Giorgio Draghetti era un pescatore di 35 anni, con una nera zazzera ricciuta in testa e il fisico asciutto, quasi malaticcio, con solo i bicipiti in rilievo a dimostrare il suo tenore di vita e di lavoro. Viveva per il mare, disinteressandosi a ogni altra attività o passatempo. Quando lavorava lo faceva in mare su un peschereccio di sua proprietà, su cui caricava quello che le profondità gli offrivano. Nel tempo libero saliva su una piccola barca, poco più di una canoa di legno, e si lasciava trasportare dalle onde che si increspavano sotto di lui, impegnato per lo più a mangiare, bere, leggere, dormire.

Lui lo conosceva da un paio di mesi, da quando per lavoro Draghetti s’era dovuto trasferire in città. Gli era subito sembrato un tipo insofferente per la costrizione di vivere in un posto che non era il suo. Ma Draghetti aveva ben presto capito che anche al di là del cemento e del frastuono incessante del traffico cittadino si trovava il Mediterraneo, l’oceano e tutto quello che con sé portava. Fino al momento in cui parlò al bambino aveva creduto di essere il solo a chiamarlo Drago, ma evidentemente si sbagliava. Drago camminava piano lungo il vialetto d’ingresso di quella che era a tutti gli effetti una villetta ideale per le vacanze.
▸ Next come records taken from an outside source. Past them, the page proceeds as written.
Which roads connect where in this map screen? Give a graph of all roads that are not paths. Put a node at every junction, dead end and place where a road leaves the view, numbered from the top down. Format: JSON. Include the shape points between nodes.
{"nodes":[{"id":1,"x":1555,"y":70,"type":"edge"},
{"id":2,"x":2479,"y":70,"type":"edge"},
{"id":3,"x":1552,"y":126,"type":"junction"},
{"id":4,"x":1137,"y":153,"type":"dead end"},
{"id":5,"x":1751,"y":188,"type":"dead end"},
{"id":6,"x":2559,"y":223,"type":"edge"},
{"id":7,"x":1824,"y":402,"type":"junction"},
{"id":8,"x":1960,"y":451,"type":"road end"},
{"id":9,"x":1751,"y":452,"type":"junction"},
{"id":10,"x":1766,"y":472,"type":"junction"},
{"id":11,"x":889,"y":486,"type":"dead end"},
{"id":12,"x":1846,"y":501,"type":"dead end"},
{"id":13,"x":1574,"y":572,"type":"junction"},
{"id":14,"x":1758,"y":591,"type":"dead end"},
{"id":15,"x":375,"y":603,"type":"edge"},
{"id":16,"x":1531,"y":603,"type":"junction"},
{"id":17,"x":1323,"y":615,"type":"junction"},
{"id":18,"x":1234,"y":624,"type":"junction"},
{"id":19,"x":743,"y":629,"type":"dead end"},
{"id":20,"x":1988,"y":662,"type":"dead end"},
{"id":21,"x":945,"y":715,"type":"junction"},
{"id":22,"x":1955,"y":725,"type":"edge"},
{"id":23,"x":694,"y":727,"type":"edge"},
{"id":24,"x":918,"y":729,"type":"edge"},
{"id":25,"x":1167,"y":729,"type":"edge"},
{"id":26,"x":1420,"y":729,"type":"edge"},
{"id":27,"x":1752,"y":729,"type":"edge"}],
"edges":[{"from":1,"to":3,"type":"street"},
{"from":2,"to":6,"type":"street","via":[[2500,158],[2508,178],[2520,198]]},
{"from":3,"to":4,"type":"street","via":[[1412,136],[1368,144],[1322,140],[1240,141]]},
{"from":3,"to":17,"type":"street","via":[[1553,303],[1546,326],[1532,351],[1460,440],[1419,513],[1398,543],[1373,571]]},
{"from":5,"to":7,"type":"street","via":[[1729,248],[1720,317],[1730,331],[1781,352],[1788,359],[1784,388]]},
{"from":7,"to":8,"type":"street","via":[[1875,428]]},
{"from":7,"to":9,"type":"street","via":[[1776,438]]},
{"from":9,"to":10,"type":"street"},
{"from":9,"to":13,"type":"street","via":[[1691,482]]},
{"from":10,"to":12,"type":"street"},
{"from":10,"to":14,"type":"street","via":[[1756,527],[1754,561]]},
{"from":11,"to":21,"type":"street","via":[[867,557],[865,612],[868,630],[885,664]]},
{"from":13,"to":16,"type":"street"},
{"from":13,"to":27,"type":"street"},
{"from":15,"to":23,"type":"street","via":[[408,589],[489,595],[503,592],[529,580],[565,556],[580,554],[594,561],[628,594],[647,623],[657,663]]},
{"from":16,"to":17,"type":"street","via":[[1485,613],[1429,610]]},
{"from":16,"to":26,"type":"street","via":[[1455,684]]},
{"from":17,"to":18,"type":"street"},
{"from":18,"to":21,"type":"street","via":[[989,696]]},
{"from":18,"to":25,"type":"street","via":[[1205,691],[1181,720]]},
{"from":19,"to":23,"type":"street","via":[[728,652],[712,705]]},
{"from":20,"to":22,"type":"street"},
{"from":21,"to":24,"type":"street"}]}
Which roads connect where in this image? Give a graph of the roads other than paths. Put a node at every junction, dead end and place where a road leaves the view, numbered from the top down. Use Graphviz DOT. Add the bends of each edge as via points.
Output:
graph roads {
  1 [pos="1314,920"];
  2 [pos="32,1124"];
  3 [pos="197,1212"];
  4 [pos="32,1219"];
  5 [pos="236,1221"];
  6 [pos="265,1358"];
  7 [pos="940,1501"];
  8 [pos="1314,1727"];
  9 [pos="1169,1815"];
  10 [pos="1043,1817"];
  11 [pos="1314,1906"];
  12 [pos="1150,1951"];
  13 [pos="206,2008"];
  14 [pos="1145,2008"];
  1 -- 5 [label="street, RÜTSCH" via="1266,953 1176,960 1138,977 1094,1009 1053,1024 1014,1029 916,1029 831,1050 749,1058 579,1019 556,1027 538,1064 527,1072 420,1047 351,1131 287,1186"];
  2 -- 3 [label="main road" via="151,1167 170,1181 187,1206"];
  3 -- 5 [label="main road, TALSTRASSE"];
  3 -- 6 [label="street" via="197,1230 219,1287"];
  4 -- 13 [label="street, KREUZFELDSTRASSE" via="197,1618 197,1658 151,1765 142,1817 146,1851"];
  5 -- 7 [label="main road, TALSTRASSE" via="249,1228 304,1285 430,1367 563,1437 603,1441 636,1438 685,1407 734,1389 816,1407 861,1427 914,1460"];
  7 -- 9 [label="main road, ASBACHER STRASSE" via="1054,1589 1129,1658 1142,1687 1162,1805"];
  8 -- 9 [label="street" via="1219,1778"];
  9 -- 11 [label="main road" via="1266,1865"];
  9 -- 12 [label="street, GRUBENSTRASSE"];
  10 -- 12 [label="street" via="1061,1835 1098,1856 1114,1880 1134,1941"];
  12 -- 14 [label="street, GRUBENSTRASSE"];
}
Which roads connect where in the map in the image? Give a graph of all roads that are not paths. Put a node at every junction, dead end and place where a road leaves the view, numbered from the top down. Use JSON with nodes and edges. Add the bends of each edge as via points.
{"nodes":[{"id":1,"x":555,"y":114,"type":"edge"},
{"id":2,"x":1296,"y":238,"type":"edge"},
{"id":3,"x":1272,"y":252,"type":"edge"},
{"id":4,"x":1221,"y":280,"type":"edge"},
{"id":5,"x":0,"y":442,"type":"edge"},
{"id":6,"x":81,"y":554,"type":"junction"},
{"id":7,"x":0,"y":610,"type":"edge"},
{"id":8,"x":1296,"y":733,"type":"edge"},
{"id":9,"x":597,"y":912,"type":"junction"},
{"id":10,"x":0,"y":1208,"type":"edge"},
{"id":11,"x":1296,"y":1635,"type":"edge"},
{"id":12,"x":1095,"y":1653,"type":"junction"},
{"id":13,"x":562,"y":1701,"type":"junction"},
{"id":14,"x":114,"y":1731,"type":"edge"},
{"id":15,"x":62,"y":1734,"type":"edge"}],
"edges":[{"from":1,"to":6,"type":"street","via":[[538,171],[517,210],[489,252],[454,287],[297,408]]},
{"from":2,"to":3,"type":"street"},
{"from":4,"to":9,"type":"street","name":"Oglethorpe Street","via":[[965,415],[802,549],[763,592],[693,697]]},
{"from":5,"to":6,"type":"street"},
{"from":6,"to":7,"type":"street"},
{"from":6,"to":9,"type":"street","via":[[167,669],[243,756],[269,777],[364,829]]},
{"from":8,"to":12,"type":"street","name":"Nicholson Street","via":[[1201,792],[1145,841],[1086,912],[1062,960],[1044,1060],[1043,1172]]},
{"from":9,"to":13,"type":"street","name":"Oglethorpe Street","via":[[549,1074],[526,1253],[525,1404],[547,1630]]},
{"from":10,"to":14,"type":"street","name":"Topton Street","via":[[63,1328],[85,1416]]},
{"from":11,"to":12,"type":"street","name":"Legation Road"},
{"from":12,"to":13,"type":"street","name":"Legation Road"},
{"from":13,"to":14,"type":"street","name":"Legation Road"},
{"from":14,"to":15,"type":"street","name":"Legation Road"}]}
Drago gli fece entrare la macchina dentro la proprietà, dove non c’era un vero e proprio box ma una piccola tettoia di legno sotto la quale sistemare l’auto.

Dopo che si furono salutati e che Renzo si fu ristorato con una doccia fresca dietro casa, Drago lo fece sedere a un tavolo di plastica su cui erano allineate quattro bottiglie di birra imperlate di una condensa che trovò irresistibile al tatto. Quelle goccioline d’acqua trasudate dal vetro erano solo una minuscola anticipazione di ciò che il sapore frizzante e schiumoso della birra gli avrebbe presto offerto.

“Sono contento che tu sia potuto venire” disse Drago riempiendo il bicchiere di birra, tenendolo inclinato per non permettere alla schiuma di lievitare. “In questa casa le estati passano troppo lente, tutti gli anni.”

“Ehi a me piace con la schiuma” protestò Renzo, che nel frattempo tracannò una lunga sorsata direttamente dalla bottiglia. Drago rise e svuotò il bicchiere d’un fiato, imitando poi l’amico.

“Come vedi qui le cose sono organizzate alla spartana, è tutto plastica e materiale del genere, bicchieri, piatti, tavoli e sedie, tutto. Solo la casa è di pietra e ti assicuro che il mattino presto ringrazierai  mio nonno per averla costruita così. Il caldo non riesce a entrare molto bene quando deve superare mezzo metro di pietre dure.”

Parlava lentamente, con fare quasi meditativo, come se potesse spostare il tempo in una dimensione in cui perdeva di importanza.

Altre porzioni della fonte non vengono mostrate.